"Are you happy?" he asked.
"Happier than you are, I think," she answered with a smile.
"Why on earth d'you say that?" he asked in surprise.
"You just seem changed to-night," Agnes replied. "Have you been working too hard?"
Over his port—which would not stand comparison with any from the artful little cellar in Ryder Street—Eric tried to settle in his mind how much she had seen and how much she had imagined. There was assuredly this much change in him, that to-night Agnes was not even waking him to dispassionate interest; he had no attention to spare her. And yet it was not that Barbara had captured his mind; she was nothing but an elf of mischief, dancing in the sunshine backwards and forwards across his path, pelting him with flowers, vanishing and reappearing. Restlessness or discontent must have peeped from behind the suave mask. He had meant to be more friendly, far more friendly; they had not met for nine months;—and both were disappointed.
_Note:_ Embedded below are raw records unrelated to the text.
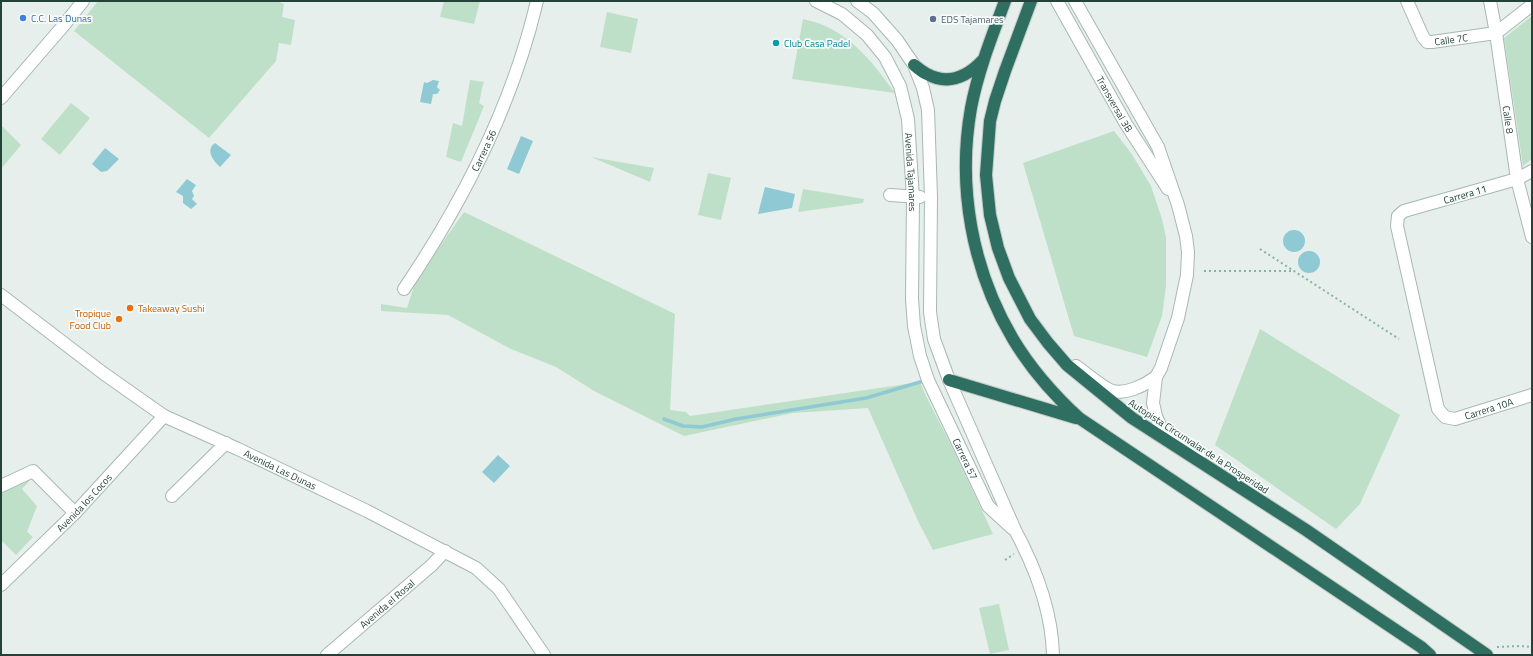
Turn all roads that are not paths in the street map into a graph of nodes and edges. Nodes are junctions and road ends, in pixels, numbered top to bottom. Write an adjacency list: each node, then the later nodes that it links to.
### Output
1 (83, 1): 15 (street)
2 (537, 1): 23 (street, Carrera 56)
3 (816, 1): 20 (street, Avenida Tajamares)
4 (857, 1): 14 (street, Avenida Tajamares)
5 (1005, 1): 13 (highway)
6 (1031, 1): 25 (highway, Autopista Circunvalar de la Prosperidad)
7 (1057, 1): 21 (street, Transversal 3B)
8 (1075, 1): 21 (street, Transversal 3B)
9 (1407, 1): 12 (street, Calle 7C)
10 (1490, 1): 12 (street, Calle 8)
11 (1532, 5): 12 (street)
12 (1496, 32): 17 (street, Calle 8)
13 (984, 59): 14 (highway); 32 (highway)
14 (914, 64): 19 (street, Avenida Tajamares)
15 (1, 98)
16 (1532, 171): 17 (street, Carrera 11)
17 (1517, 179): 22 (street, Calle 8); 31 (street, Carrera 11)
18 (890, 195): 20 (street)
19 (931, 197): 20 (street); 28 (street, Avenida Tajamares)
20 (913, 198): 27 (street, Avenida Tajamares)
21 (1178, 205): 26 (street, Transversal 3B)
22 (1532, 237)
23 (404, 289)
24 (1, 295): 30 (street, Avenida Las Dunas)
25 (1067, 365): 26 (street); 36 (highway, Autopista Circunvalar de la Prosperidad)
26 (1156, 377): 36 (street, Transversal 3B)
27 (928, 380): 28 (street); 34 (street, Carrera 57)
28 (949, 380): 32 (highway); 35 (street, Carrera 57)
29 (1532, 395): 31 (street, Carrera 10A)
30 (164, 416): 33 (street, Avenida Las Dunas); 39 (street, Avenida los Cocos)
31 (1445, 417)
32 (1079, 418): 46 (highway)
33 (226, 443): 38 (street); 41 (street, Avenida Las Dunas)
34 (977, 484): 35 (street); 40 (street, Carrera 57)
35 (995, 484): 40 (street, Carrera 57)
36 (1234, 485): 47 (highway, Autopista Circunvalar de la Prosperidad)
37 (1, 486): 39 (street)
38 (172, 496)
39 (75, 512): 42 (street, Avenida los Cocos)
40 (1015, 530): 45 (street, Carrera 57)
41 (445, 551): 43 (street, Avenida el Rosal); 44 (street, Avenida Las Dunas)
42 (1, 585)
43 (327, 655)
44 (544, 655)
45 (1052, 655)
46 (1430, 655)
47 (1487, 655)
In the drawing-room Agnes kept her chair a few inches behind the circle of the others, watching, listening and reflecting. Eric seemed to think that he was still at one of the tiresome long parties where he was expected to glitter and to be shewn off; he had talked very well at times, but he felt that he had been making voluble conversation in a nervous dread of silence between them. His new life was rather turning him into a public entertainer; he was enigmatic and unapproachable.
3
As Eric, with caution born of experience, lit one of his own cigars and made room for Geoff at his side, an idea came to him so seductive, so simple and so compelling that he wondered why he had never thought of it before. When Geoff asked: "Are you down here for long, or are you going back on Monday?" Eric answered with unsought inspiration:
"I shall go back on Sunday night."
It had never occurred to him before that, by this facile course, he could avoid an early and cold drive into Winchester, a crowded train, a free fight for the last copy of The Times, a late arrival at the department where he composed propaganda for neutral consumption. And he had never felt so urgent a need to escape from the Mill-House.